Background technology
Gamboge be Garcinia maingayii gamboge (garcinia hanburyi hook f.) trunk hurt after flow out glue
Shape resin, is in the cylindric or irregular block of yellowish-brown after being dried, and matter is crisp frangible, original Southeast Asia, and China some areas are such as
There is introducing and planting on the ground such as Yunnan, Guangxi, Guangdong.Gambogicacid (gambogic acid), Neo-garcinolic acid is contained in gamboge
The Multiple components such as (neomogenic acid), allogambogic acid (allogambogic acid).In clinical practice of Chinese medicine, rattan
Huang is mainly used in treating the illnesss such as swollen ulcer drug, ulcer, wet sore, tumour, stubborn dermatitis.Modern pharmacological research shows, gambogicacid is to many
Plant tumour cell and there is stronger inhibitory action, and toxic and side effect is less in effective dosage ranges, the suppression to tumour cell
There is higher selectivity, and intact animal hemopoietic system and immunologic function are not affected.There are some researches show Neo-garcinolic acid
Antitumor activity is about 2 times of gambogicacid, and being expected to exploitation is new type antineoplastic medicine.

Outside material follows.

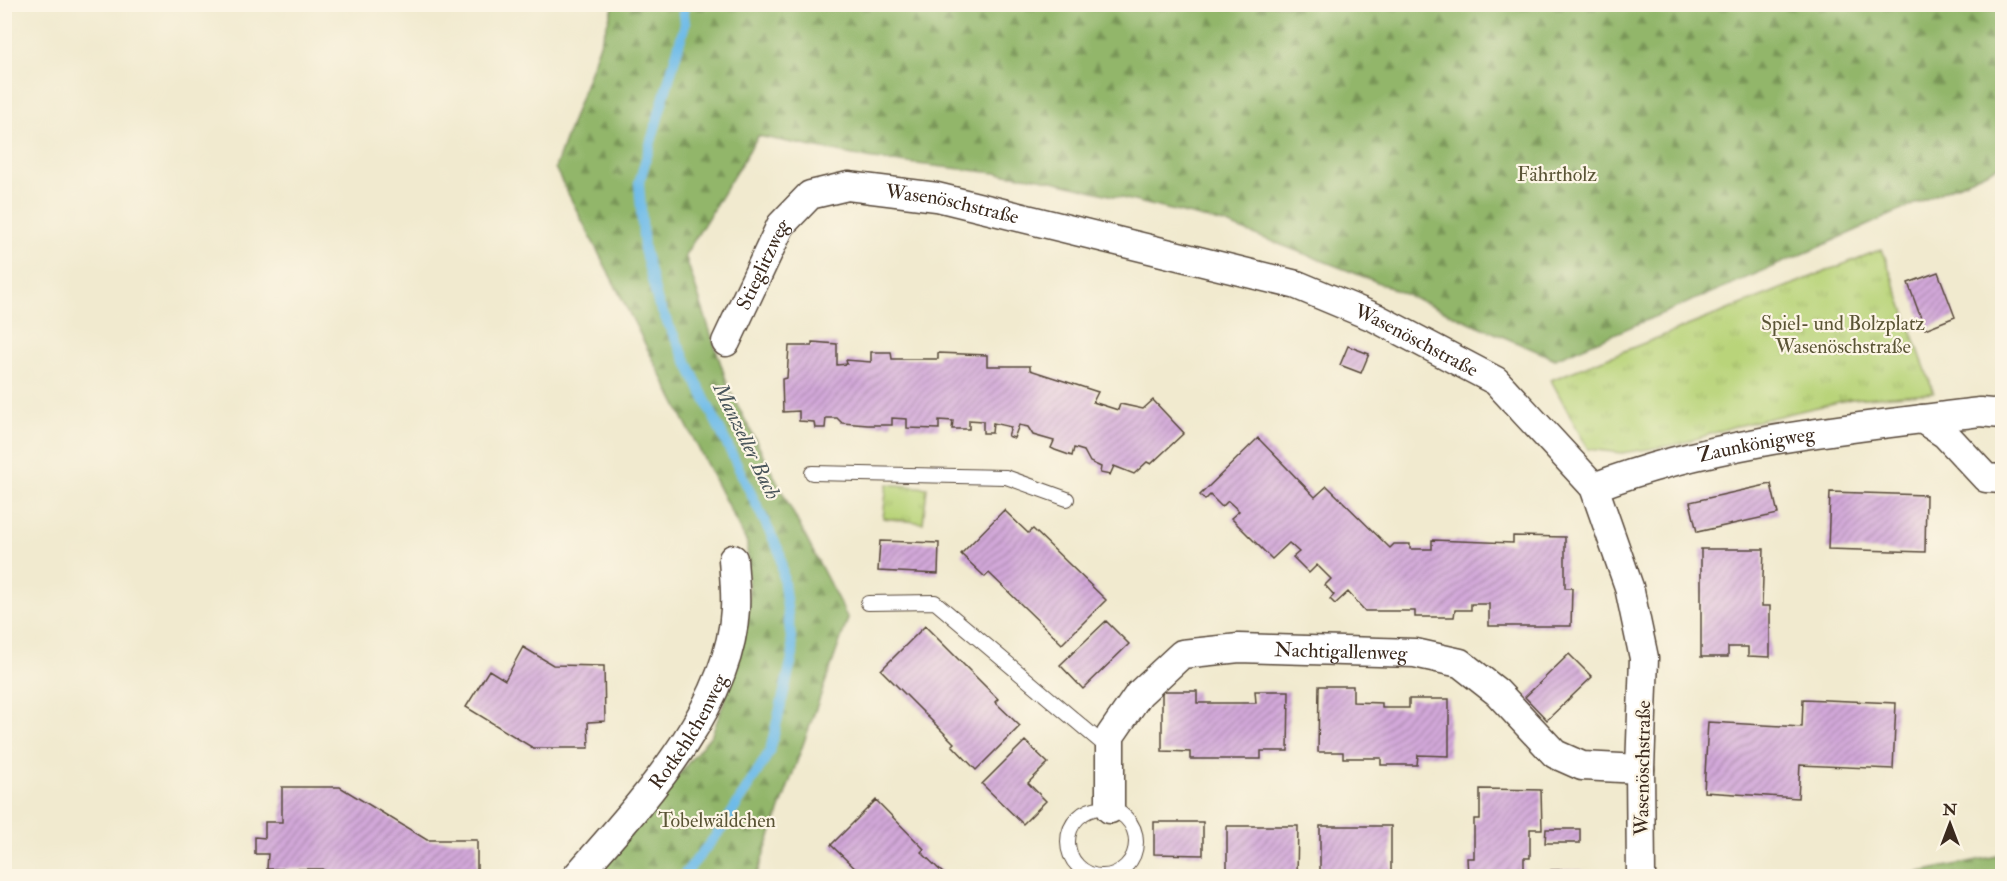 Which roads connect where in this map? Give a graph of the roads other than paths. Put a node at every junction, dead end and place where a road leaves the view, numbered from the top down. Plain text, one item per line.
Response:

In prior art, disclose one kind in cn101781309a using gambogicacid in supercritical fluid extraction Chinese medicine gamboge
Method with Neo-garcinolic acid.But the method need to strictly regulate and control pressure in kettle, it is difficult to adapt to the demand of industrialized production.
Cn101921283a disclose a kind of by pulverize after gamboge mix with one of silica gel, diatomite, silica flour or polyacrylamide
Load column chromatography, afford the gambogicacid extracting method of gambogicacid primary extract through methyl alcohol, ethyl acetate equal solvent.Lin Qinghua etc.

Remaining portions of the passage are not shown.